What is the #1 tool that new drummers must use for fastest development of your skill?
The Drum Practice Pad of course!
And this is the #1 practice pad in my opinion:
It comes with 4 different surfaces that provides different drumstick feedback as well as tones.
The drumeo P4 practice pad allows you to build your fundamentals while keeping practice pad training sessions fun.
Most pro drummers swear that practicing on a practice pad is important, especially to the growth and development of a drummer.
Many continue to kickoff their drumming sessions with a quick warm up on their practice pads, even after they have developed a strong foundation.
You can carry them everywhere and make any place, your practice ground.
Ok, enough talk.
Let’s dive straight in right now:
What is a drum practice pad?
A drum practice pad features a surface that emulates the feel and bounce of the drums. It allows drummers to practice (and warm up) on it.
Drum pads are relatively cheaper and quieter compared to the actual drum kit. Hence, they are commonly used to practice drum rudiments, train stick control, arm strength and coordination.
Ideally, drummers should use drum practice pads to build up their foundations – even the pros continue use drum practice pad to improve or to practice their rudiments!
Most drum practice pads have a single surface for users to play on.
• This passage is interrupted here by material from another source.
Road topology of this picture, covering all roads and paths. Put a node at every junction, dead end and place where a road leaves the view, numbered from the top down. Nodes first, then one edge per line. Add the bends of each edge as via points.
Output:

Depending on the material of the practice pad, it can provide different feels and bounce to emulate different types of drum surfaces.
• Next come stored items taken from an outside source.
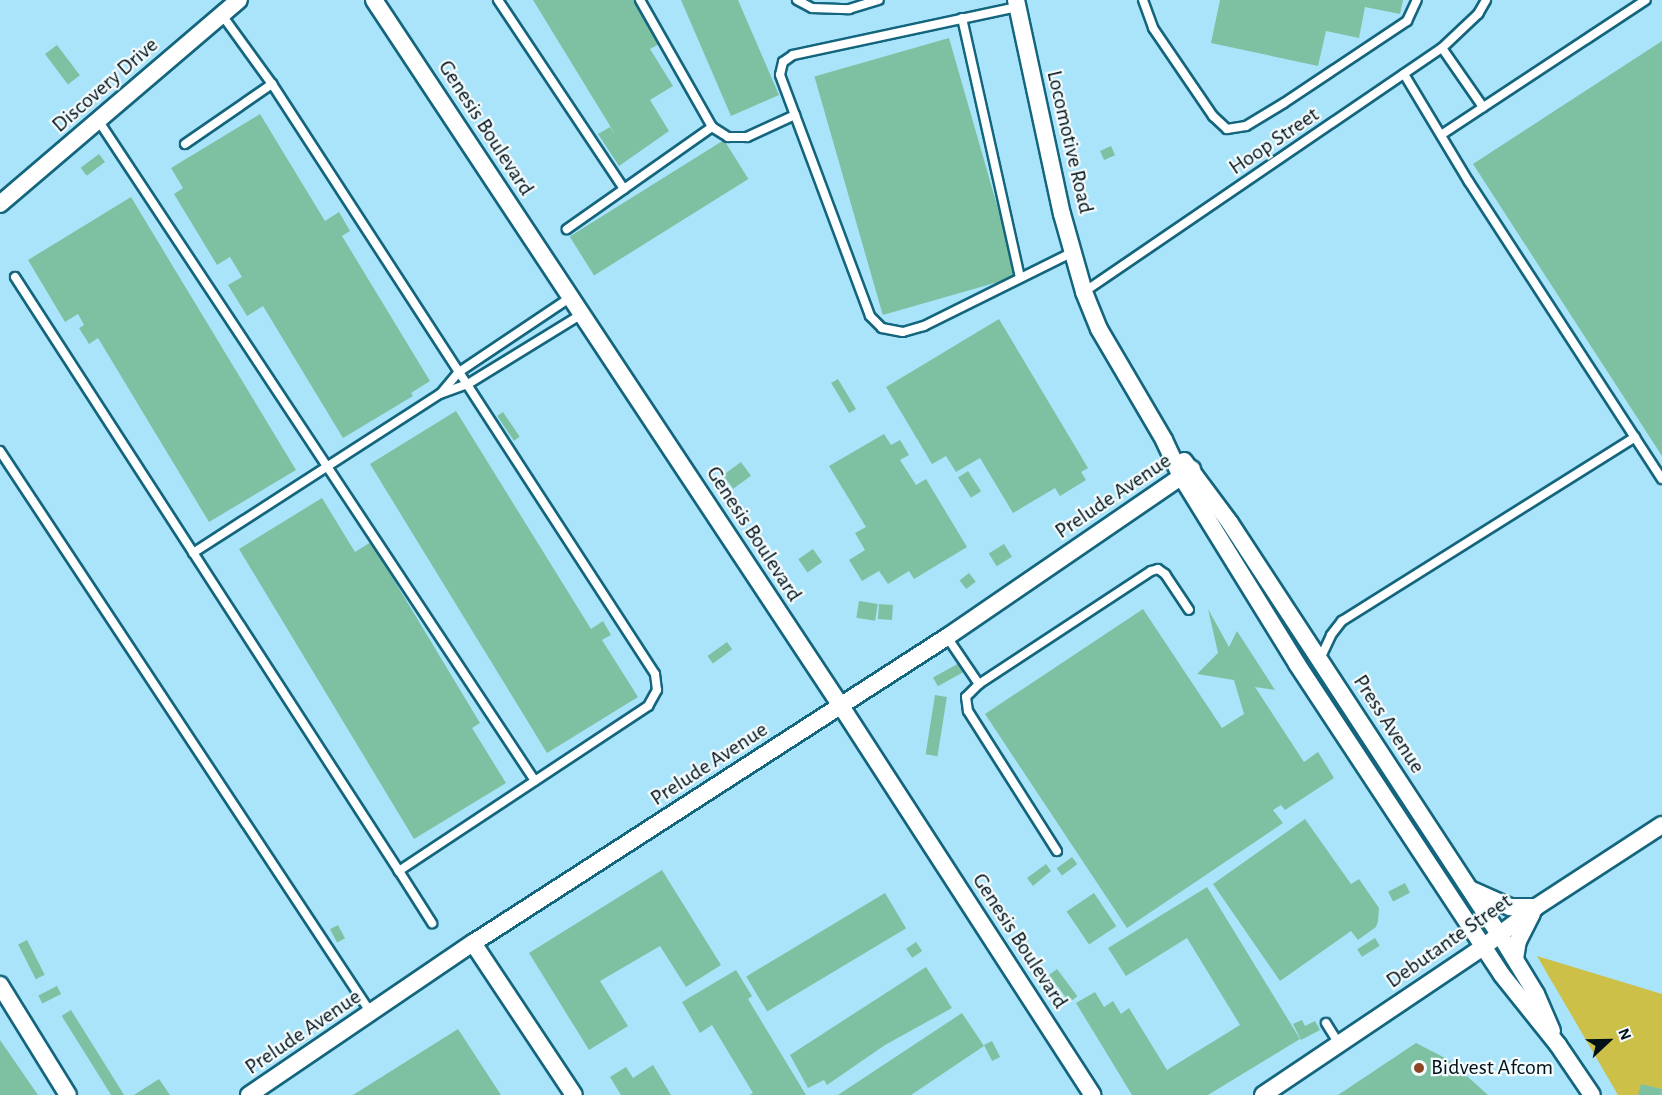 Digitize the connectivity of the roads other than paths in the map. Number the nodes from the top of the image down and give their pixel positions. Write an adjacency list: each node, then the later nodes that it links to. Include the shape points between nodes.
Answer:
1 (239, 0): 12 (street, Discovery Drive)
2 (374, 0): 30 (street, Genesis Boulevard)
3 (498, 0): 23 (lane)
4 (640, 0): 20 (lane)
5 (797, 0): 6 (lane, via 812,8 849,9)
6 (879, 0)
7 (1143, 0): 8 (lane, via 1153,28 1213,116 1227,129 1246,126 1265,115 1407,21)
8 (1417, 0)
9 (1486, 0): 14 (lane, Hoop Street, via 1478,14)
10 (1647, 0): 17 (lane)
11 (1016, 3): 13 (lane); 26 (street, Locomotive Road)
12 (222, 15): 16 (lane); 19 (street, Discovery Drive)
13 (962, 18): 18 (lane, via 793,55 783,62 780,75); 28 (lane)
14 (1442, 48): 15 (lane, Hoop Street); 17 (lane)
15 (1404, 74): 21 (lane); 29 (lane, Hoop Street)
16 (272, 84): 22 (lane); 32 (lane)
17 (1483, 107): 21 (lane)
18 (795, 116): 20 (lane, via 747,137 728,137); 28 (lane, via 870,316 882,328 903,332 924,326)
19 (98, 120): 24 (street, Discovery Drive); 37 (lane)
20 (712, 127): 23 (lane)
21 (1441, 135): 35 (lane)
22 (185, 144)
23 (624, 189): 25 (lane)
24 (0, 204)
25 (567, 229)
26 (1073, 252): 28 (lane); 29 (street, Locomotive Road)
27 (15, 277): 40 (lane)
28 (1020, 278)
29 (1084, 292): 38 (street, Press Avenue, via 1099,329)
30 (571, 297): 31 (street, Genesis Boulevard); 32 (lane)
31 (582, 314): 33 (lane); 47 (street, Genesis Boulevard)
32 (459, 372): 33 (lane); 34 (lane)
33 (468, 384): 34 (lane); 48 (lane, via 655,674 657,690 648,706)
34 (440, 394): 37 (lane)
35 (1635, 437): 39 (lane); 45 (lane, via 1342,621)
36 (0, 451): 60 (lane)
37 (327, 467): 40 (lane); 48 (lane)
38 (1186, 473): 41 (street, Press Avenue); 42 (street, Press Avenue); 44 (street, Prelude Avenue)
39 (1662, 479)
40 (194, 553): 51 (lane)
41 (1276, 594): 42 (street); 45 (street, Press Avenue)
42 (1259, 604): 57 (street, Press Avenue)
43 (1190, 610): 46 (lane, via 1165,574 1158,569 1151,571)
44 (947, 637): 46 (lane); 47 (street, Prelude Avenue)
45 (1320, 659): 52 (street, Press Avenue)
46 (979, 684): 50 (lane, via 966,697 968,711)
47 (841, 706): 56 (street, Prelude Avenue); 67 (street, Genesis Boulevard)
48 (535, 781): 51 (lane)
49 (1662, 825): 53 (street, Debutante Street)
50 (1058, 852)
51 (399, 871): 54 (lane)
52 (1470, 889): 53 (street, via 1510,907); 55 (street, Press Avenue)
53 (1536, 907): 55 (street, Debutante Street); 58 (street, via 1518,941)
54 (432, 923)
55 (1500, 935): 57 (street, Debutante Street); 58 (street, Press Avenue)
56 (473, 942): 60 (street, Prelude Avenue); 66 (street)
57 (1483, 946): 62 (street, Debutante Street); 63 (street, Press Avenue, via 1520,1001)
58 (1515, 959): 63 (street, Press Avenue, via 1536,994)
59 (0, 985): 64 (street)
60 (371, 1013): 65 (street, Prelude Avenue)
61 (1326, 1023): 62 (lane)
62 (1339, 1044): 68 (street, Debutante Street)
63 (1558, 1045): 69 (street, Press Avenue)
64 (68, 1095)
65 (249, 1095)
66 (574, 1095)
67 (1093, 1095)
68 (1263, 1095)
69 (1592, 1095)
These pads may be mounted on a stand or placed over a snare drum during practice – although to keep things simple, we can just place the pad on a table of suitable height and start practicing anyhow.
Here’s an interesting (old) video that compares several drum practice pads using different drum rudiments:
(BEWARE OF THE BUZZING SOUND AT THE START!)
Can’t wait for it to arrive anyday now!
Featuring 2 surfaces (1 softer with greater bounce, the other harder and louder), I think the Vic Firth practice pad will probably be sufficient to help me build up my drumming foundations for now.
There are various sizes of practice pads in the market, the common sizes being 6 inches and 12 inches. I went for the smaller one as I have limited space on my desk to place it. If you have access to a snare drum or have a bigger desk, you can opt for the 12 inches practice pad instead.
If you are a new drummer like me, get the Vic Firth New Drummer Starter Kit and let’s start drumming together soon!
In the meantime…
What’s a new drummer gonna do to start drumming while waiting?!?! *bangs head in boredom*
Alternatives to a Drum Practice Pad
To kill boredom and to start some form of practice and drum training, I found some alternatives to a drum practice pad while I wait! If you are in the same, painful state as I am, here are some alternatives you can consider!!
Thick Books / A Stack of Magazines
The bounce on these is horrible. But, the wise drummers on forums argue that practice pads with less bounce helps a drummer to build arm strength while training. I guess it has it’s advantages then.
I’m using a stack of old magazines I found lying around at home. Before you start hitting these tape them together to prevent them from shifting around as you go crazy with your drum rudiments (not that I didn’t think of that before practicing…)
Get ready to change the magazine on the top depending on your strength. I left dents on mine, but I can imagine anyone who is hitting those with greater strength can actually create tears on the surface.